Patients were removed from the study if they met two or more of the following predefined criteria for a deterioration in their condition: refractory systolic arterial hypotension (blood pressure, less than 85 mm Hg); worsening right ventricular failure (e.g., as indicated by the development of refractory edema or ascites); rapidly progressing cardiogenic, hepatic, or renal failure; a decrease of at least 30 percent in the distance walked in six minutes; and a decline in measures of hemodynamic function, such as central venous pressure and mixed venous oxygen saturation.

Outcome Measures

The primary end point of the study consisted of an increase of at least 10 percent in the distance walked in six minutes and an improvement in the NYHA functional class in the absence of a deterioration in the clinical condition or death during the 12 weeks of the study. Secondary efficacy variables were changes in the values for the six-minute walk test, the NYHA class, Mahler Dyspnea Index scores, hemodynamic variables, and the quality of life; clinical deterioration; death; and the need for transplantation.

Statistical Analysis

The primary evaluation of efficacy included all randomized patients. Data are presented as means ±SD, unless otherwise stated. We included data on patients who prematurely discontinued the study using a last-observation-carried-forward analysis for the six-minute walk test. Patients who died were assigned a value of 0 m. All statistical tests for efficacy variables were two-tailed, with an alpha level of 0.05.

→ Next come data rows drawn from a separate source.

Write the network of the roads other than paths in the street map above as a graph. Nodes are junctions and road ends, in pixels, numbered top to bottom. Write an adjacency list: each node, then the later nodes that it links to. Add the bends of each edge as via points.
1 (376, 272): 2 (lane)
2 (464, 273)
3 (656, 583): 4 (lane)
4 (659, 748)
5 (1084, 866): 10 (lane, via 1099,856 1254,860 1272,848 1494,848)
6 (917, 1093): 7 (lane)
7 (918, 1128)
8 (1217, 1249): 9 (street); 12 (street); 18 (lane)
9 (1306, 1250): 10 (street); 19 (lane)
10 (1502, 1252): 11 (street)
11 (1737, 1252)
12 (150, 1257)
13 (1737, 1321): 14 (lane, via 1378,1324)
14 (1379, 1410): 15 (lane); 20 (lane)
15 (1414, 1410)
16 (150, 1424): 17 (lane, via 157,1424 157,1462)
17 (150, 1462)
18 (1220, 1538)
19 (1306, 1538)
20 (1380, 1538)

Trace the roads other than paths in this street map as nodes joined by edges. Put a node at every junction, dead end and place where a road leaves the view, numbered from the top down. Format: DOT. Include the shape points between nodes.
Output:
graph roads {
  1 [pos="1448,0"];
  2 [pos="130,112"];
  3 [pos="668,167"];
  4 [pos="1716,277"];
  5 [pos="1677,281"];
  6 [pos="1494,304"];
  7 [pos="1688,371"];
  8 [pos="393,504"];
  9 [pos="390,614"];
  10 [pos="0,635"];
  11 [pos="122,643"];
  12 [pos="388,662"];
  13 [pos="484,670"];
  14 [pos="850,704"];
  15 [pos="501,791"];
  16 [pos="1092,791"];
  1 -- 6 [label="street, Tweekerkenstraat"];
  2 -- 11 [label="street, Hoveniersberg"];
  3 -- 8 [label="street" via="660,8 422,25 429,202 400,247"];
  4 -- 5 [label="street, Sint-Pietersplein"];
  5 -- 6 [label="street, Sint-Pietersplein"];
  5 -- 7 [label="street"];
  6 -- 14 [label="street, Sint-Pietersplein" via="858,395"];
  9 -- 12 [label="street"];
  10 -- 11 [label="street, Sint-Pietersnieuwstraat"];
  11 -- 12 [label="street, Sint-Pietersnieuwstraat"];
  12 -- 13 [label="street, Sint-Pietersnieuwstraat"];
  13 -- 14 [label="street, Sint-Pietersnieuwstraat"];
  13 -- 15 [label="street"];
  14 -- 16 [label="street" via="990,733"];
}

To analyze the primary efficacy end point and the improvement criteria, we used the Mantel–Haenszel test,²⁷ stratified according to the type of pulmonary hypertension (primary or nonprimary) and NYHA class (III or IV). Patients with missing data on the primary end point at week 12 were considered not to have had a response.

Changes in the results of the six-minute walk were evaluated with use of nonparametric analysis of covariance stratified according to the type of pulmonary hypertension (primary or nonprimary) and the NYHA class (III or IV), with use of the base-line value as the covariate (analysis of covariance), and the Wilcoxon signed-rank test.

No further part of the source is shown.